((
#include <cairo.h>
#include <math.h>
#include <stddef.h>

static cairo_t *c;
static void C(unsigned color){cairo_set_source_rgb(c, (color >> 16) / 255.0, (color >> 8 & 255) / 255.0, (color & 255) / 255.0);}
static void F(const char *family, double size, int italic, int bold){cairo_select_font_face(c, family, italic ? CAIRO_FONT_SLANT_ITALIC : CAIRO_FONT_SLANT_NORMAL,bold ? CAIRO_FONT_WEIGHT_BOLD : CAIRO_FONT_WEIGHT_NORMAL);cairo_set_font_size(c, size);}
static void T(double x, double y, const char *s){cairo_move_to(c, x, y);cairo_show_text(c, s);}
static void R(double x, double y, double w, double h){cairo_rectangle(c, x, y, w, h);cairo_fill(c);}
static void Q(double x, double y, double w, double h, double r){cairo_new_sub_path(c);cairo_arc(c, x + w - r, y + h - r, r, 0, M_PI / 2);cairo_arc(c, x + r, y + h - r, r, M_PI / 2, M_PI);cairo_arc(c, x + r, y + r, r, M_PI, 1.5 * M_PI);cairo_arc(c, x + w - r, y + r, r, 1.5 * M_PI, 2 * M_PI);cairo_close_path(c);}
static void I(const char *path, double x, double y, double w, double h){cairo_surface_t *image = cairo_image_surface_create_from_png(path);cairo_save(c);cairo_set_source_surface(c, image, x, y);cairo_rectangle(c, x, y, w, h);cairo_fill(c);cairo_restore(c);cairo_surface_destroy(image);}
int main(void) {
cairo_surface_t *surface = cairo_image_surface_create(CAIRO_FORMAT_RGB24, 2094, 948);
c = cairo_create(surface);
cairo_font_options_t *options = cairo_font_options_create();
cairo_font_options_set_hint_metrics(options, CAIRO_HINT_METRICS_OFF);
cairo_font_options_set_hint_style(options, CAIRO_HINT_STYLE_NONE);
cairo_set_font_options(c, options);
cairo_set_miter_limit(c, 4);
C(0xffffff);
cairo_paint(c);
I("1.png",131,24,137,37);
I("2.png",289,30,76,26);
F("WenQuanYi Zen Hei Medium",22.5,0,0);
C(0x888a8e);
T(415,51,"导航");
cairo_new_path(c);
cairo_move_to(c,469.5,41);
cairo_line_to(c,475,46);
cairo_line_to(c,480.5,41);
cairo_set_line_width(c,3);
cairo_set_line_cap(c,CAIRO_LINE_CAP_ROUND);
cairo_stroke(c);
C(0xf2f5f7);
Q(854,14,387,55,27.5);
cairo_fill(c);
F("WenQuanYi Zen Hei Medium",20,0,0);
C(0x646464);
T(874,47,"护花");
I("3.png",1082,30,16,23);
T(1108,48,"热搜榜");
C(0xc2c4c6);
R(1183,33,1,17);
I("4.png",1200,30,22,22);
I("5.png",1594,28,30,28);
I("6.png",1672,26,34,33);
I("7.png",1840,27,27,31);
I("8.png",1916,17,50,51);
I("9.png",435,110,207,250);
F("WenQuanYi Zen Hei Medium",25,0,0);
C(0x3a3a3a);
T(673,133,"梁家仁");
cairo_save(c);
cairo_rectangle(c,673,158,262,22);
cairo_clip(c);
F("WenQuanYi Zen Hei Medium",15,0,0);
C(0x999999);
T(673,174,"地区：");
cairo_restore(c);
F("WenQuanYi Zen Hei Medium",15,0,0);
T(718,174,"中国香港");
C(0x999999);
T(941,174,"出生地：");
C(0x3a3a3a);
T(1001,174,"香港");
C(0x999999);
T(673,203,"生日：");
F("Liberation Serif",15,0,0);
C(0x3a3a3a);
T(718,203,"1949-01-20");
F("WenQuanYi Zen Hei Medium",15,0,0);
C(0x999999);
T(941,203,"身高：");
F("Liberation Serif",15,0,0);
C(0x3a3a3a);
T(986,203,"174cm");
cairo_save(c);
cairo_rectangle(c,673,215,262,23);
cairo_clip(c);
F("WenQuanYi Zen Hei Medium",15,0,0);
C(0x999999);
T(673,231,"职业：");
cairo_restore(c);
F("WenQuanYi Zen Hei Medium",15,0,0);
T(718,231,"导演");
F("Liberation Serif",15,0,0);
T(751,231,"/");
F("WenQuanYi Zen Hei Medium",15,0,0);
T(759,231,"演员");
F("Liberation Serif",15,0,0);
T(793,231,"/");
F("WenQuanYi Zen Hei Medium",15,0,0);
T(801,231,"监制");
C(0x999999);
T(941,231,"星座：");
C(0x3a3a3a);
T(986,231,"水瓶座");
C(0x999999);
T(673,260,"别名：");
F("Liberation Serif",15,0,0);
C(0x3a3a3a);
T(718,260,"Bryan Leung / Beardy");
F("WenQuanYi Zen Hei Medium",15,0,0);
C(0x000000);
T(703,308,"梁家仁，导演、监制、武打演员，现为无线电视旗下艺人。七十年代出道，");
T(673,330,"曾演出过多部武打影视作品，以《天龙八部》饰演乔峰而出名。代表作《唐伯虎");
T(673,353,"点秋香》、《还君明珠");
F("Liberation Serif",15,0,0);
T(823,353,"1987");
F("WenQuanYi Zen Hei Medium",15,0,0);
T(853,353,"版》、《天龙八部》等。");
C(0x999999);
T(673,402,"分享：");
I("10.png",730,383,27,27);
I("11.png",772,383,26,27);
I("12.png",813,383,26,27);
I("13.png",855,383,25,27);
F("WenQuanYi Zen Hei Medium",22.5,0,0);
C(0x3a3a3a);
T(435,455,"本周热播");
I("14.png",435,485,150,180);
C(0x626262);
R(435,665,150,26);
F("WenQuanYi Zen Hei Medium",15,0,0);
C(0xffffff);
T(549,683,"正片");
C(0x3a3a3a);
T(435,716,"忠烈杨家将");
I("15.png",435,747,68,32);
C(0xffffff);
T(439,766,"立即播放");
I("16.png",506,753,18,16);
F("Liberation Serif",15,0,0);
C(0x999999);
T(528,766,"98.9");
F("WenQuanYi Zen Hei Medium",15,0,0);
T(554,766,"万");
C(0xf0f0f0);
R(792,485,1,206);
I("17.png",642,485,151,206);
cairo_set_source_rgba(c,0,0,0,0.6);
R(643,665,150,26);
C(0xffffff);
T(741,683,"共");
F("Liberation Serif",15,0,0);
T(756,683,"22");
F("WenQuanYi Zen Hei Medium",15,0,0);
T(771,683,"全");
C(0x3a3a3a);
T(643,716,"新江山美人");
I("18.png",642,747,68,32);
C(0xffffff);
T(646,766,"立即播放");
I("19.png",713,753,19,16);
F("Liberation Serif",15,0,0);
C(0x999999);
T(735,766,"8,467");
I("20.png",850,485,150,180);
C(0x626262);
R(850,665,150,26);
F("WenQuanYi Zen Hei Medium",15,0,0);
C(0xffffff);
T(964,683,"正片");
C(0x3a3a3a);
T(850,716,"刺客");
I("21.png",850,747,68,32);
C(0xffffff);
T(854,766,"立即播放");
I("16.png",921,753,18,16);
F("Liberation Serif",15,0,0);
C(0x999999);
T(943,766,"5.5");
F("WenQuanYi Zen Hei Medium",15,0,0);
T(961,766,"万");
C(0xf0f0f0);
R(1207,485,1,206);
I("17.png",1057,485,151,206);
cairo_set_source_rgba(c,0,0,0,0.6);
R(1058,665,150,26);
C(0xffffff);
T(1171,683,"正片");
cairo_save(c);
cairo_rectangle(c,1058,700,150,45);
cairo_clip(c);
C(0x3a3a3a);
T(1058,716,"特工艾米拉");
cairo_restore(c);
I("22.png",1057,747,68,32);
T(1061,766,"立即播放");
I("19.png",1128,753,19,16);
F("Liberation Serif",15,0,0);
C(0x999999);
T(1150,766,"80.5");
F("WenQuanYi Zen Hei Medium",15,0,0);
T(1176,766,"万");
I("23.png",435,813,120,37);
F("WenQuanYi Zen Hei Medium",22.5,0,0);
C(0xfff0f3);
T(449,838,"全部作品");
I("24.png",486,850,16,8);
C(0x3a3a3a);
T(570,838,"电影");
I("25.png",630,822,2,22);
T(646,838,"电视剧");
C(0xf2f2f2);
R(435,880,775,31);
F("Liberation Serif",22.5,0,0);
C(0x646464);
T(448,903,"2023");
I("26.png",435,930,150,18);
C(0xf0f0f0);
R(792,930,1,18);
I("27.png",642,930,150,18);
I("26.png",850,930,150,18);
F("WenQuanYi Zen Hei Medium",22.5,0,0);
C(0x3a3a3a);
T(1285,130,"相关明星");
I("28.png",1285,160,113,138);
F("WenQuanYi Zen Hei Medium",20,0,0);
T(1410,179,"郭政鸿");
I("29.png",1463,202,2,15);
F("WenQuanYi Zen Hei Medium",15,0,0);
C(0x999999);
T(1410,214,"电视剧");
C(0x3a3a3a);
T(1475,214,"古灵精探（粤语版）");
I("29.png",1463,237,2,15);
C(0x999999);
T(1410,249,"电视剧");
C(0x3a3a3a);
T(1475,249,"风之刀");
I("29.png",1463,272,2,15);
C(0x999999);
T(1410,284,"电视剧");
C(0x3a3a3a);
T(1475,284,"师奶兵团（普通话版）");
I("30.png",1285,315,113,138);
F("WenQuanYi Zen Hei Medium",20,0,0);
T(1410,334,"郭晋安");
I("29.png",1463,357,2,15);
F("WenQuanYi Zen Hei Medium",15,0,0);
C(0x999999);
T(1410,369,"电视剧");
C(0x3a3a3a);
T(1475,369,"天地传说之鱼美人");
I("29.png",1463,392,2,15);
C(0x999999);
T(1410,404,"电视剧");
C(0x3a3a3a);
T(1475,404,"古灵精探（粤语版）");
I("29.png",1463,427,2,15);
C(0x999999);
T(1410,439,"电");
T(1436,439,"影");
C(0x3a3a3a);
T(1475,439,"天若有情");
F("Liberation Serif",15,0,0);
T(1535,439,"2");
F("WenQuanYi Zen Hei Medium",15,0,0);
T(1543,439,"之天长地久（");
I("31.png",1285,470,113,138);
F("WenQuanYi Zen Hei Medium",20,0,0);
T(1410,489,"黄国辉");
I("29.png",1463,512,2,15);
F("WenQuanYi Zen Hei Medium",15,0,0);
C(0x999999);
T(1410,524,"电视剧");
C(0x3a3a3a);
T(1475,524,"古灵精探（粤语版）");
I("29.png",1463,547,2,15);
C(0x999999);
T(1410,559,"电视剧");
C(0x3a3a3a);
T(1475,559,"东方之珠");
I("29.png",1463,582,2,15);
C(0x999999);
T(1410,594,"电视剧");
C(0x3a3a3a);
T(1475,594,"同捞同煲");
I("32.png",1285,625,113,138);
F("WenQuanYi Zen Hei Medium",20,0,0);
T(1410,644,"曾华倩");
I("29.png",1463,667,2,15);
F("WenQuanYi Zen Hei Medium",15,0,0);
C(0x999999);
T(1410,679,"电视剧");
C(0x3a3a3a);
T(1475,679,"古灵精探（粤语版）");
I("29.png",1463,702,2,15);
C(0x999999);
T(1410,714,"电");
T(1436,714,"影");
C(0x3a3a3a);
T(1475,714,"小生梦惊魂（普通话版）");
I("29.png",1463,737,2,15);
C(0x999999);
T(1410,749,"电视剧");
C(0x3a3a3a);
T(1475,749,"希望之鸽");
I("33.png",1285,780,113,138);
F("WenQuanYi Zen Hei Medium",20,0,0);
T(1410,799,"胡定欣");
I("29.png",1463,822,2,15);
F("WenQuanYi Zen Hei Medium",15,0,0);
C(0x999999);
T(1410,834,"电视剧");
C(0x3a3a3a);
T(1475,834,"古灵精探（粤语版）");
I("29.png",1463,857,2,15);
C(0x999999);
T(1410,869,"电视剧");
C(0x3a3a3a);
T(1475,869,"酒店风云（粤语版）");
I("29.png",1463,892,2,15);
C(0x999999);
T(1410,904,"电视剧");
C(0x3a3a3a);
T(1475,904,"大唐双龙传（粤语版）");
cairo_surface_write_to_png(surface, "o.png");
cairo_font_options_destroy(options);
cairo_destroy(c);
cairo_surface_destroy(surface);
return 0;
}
))
→ Task instructions: Search the material for the string "include" and show every line that has it.

→ Written answer:
#include <cairo.h>
#include <math.h>
#include <stddef.h>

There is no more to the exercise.